EXERCISE DESCRIPTION: Please copy out the entries below exactly, beginning with the line that contains "(Partners) 849 28 text" and ending with the line that contains "(Home) 314 247 text", and include nothing outside that span.

PROVIDED INFORMATION:
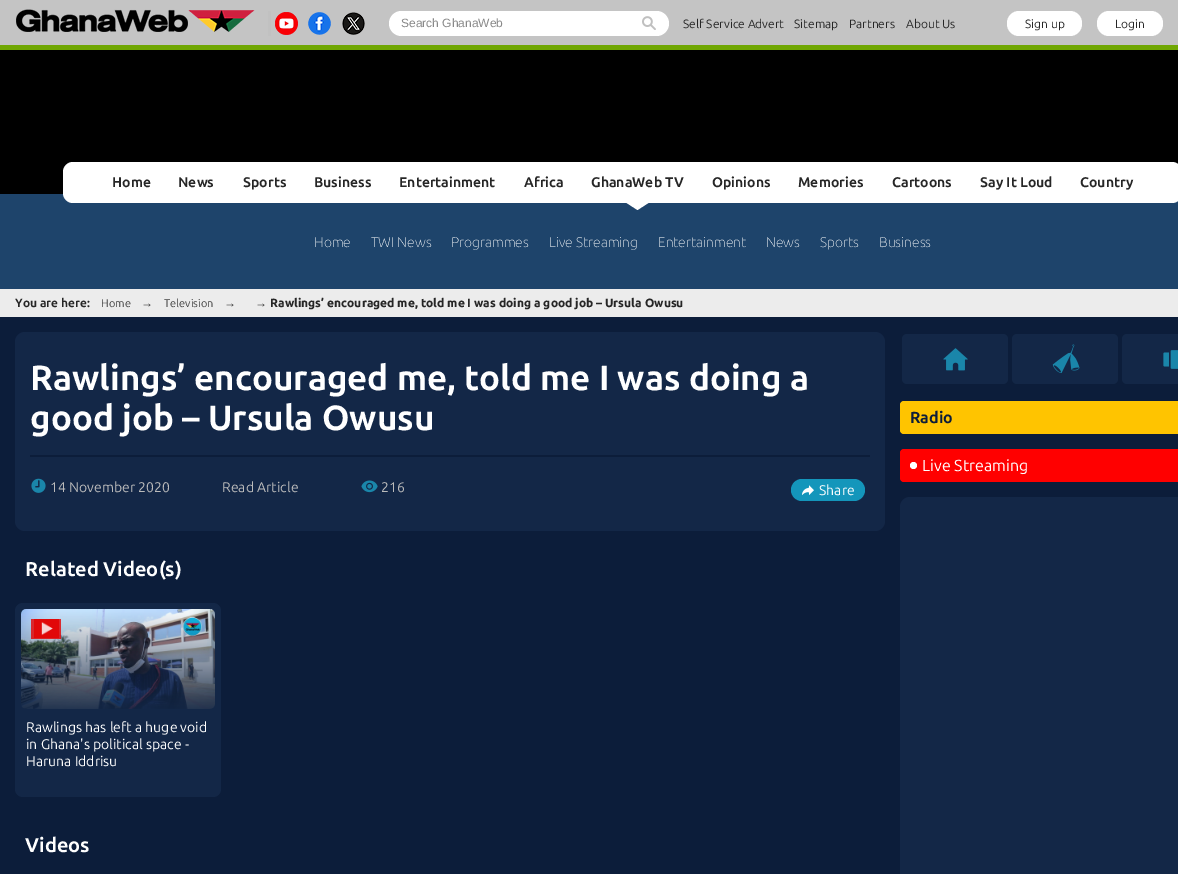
%!PS
<< /PageSize [1178 874] /PageUsesTransparency true >> setpagedevice
/rgb { 3 { 255 div 3 1 roll } repeat setrgbcolor } def
/font { [ exch dup neg 0 0 3 -1 roll 0 0 ] selectfont } def
/text { moveto show } def
/alpha { dup .setfillconstantalpha .setstrokeconstantalpha } def
/circle { newpath 0 360 arc closepath } def
/roundrect { 5 dict begin { /r /h /w /y /x } { exch def } forall
  x r add y moveto x w add y 2 copy h add r arct x w add y h add x 1 index r arct
  x y h add x y r arct x y 2 copy exch w add exch r arct closepath end } def
/picture { 5 dict begin { /h /w /y /x /name } { exch def } forall
  gsave x y translate w h scale
  w h 8 [w 0 0 h 0 0] name (r) file false 3 colorimage grestore end } def
0 .pushpdf14devicefilter
0 874 translate 1 -1 scale
4 setmiterlimit
12 29 58 rgb
0 0 1178 874 rectfill
196 196 196 rgb
0 0 1178 45 rectfill
112 167 3 rgb
0 45 1178 5 rectfill
(img_01.rgb) 16 9 239 23 picture
193 193 193 rgb
268 11 3 25 rectfill
(img_02.rgb) 275 12 23 23 picture
(img_03.rgb) 308 12 23 23 picture
(img_04.rgb) 342 12 23 23 picture
255 255 255 rgb
389 11 280 25 12.5 roundrect fill
(img_05.rgb) 642 16 14 14 picture
1007 11 75 25 12 roundrect fill
1097 11 66 25 12 roundrect fill
0 0 0 rgb
0 50 1178 144 rectfill
30 68 107 rgb
0 194 1178 95 rectfill
255 255 255 rgb
63 162 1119 41 10 roundrect fill
619 198 moveto 37 0 rlineto -18.5 12 rlineto closepath fill
236 236 236 rgb
0 289 1178 28 rectfill
19 39 71 rgb
15 332 870 199 10 roundrect fill
12 29 58 rgb
30 455 840 2 rectfill
(img_06.rgb) 31 478 15 15 picture
(img_07.rgb) 361 480 17 13 picture
20 150 187 rgb
791 479 74 22 11 roundrect fill
(img_08.rgb) 802 485 12 10 picture
19 39 71 rgb
15 603 206 194 8 roundrect fill
(img_09.rgb) 21 609 194 100 picture
0.8 alpha
228 0 0 rgb
31 619 30 20 rectfill
1 alpha
(img_10.rgb) 34 619 25 19 picture
19 39 71 rgb
902 334 106 50 5 roundrect fill
(img_11.rgb) 943 348 25 23 picture
1012 334 106 50 5 roundrect fill
(img_12.rgb) 1052 344 28 29 picture
1122 334 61 50 5 roundrect fill
(img_13.rgb) 1163 350 15 19 picture
255 196 0 rgb
900 401 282 33 4 roundrect fill
255 0 0 rgb
900 449 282 33 4 roundrect fill
255 255 255 rgb
913.5 465.5 3.5 circle fill
19 39 71 rgb
900 497 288 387 10 roundrect fill
/LiberationSans-Regular 12 font
136 136 136 rgb
(Search GhanaWeb) 401 27 text
/Ubuntu-Regular 12 font
38 38 38 rgb
(Self Service Advert) 683 28 text
(Sitemap) 794 28 text
(Partners) 849 28 text
(About Us) 906 28 text
(Sign up) 1025 28 text
(Login) 1115 28 text
/Ubuntu-Bold 14 font
(Home) 112 187 text
(News) 178 187 text
(Sports) 243 187 text
(Business) 314 187 text
(Entertainment) 399 187 text
(Africa) 524 187 text
(GhanaWeb TV) 591 187 text
(Opinions) 712 187 text
(Memories) 798 187 text
(Cartoons) 892 187 text
(Say It Loud) 980 187 text
(Country) 1080 187 text
/Ubuntu-Thin 14 font
255 255 255 rgb
(Home) 314 247 text
(TWI News) 371 247 text
(Programmes) 451 247 text
(Live Streaming) 549 247 text
(Entertainment) 658 247 text
(News) 766 247 text
(Sports) 820 247 text
(Business) 879 247 text
/Ubuntu-Bold 12 font
38 38 38 rgb
(You are here:) 15 307 text
/Ubuntu-Regular 11 font
65 65 65 rgb
(Home) 101 307 text
/LiberationSans-Bold 12 font
38 38 38 rgb
(→) 141 307 text
/Ubuntu-Regular 11 font
65 65 65 rgb
(Television) 164 307 text
/LiberationSans-Bold 12 font
38 38 38 rgb
(→) 224 307 text
(→) 255 307 text
/Ubuntu-ExtraBold 12 font
(Rawlings’ encouraged me, told me I was doing a good job – Ursula Owusu) 270 307 text
/Ubuntu-Bold 35 font
255 255 255 rgb
(Rawlings’ encouraged me, told me I was doing a) 30 390 text
(good job – Ursula Owusu) 30 430 text
/Ubuntu-Regular 14 font
187 187 187 rgb
(14 November 2020) 50 492 text
(Read Article) 222 492 text
(216) 381 492 text
255 255 255 rgb
(Share) 819 495 text
/Ubuntu-Bold 20 font
(Related Video\(s\)) 25 576 text
/Ubuntu-Regular 14 font
(Rawlings has left a huge void) 26 732 text
(in Ghana's political space -) 26 749 text
(Haruna Iddrisu) 26 766 text
/Ubuntu-Bold 20 font
(Videos) 25 852 text
/Ubuntu-Bold 16 font
12 29 58 rgb
(Radio) 910 423 text
/Ubuntu-Regular 16 font
255 255 255 rgb
(Live Streaming) 922 471 text
.poppdf14devicefilter showpage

THE COMPLETED TASK:
(Partners) 849 28 text
(About Us) 906 28 text
(Sign up) 1025 28 text
(Login) 1115 28 text
/Ubuntu-Bold 14 font
(Home) 112 187 text
(News) 178 187 text
(Sports) 243 187 text
(Business) 314 187 text
(Entertainment) 399 187 text
(Africa) 524 187 text
(GhanaWeb TV) 591 187 text
(Opinions) 712 187 text
(Memories) 798 187 text
(Cartoons) 892 187 text
(Say It Loud) 980 187 text
(Country) 1080 187 text
/Ubuntu-Thin 14 font
255 255 255 rgb
(Home) 314 247 text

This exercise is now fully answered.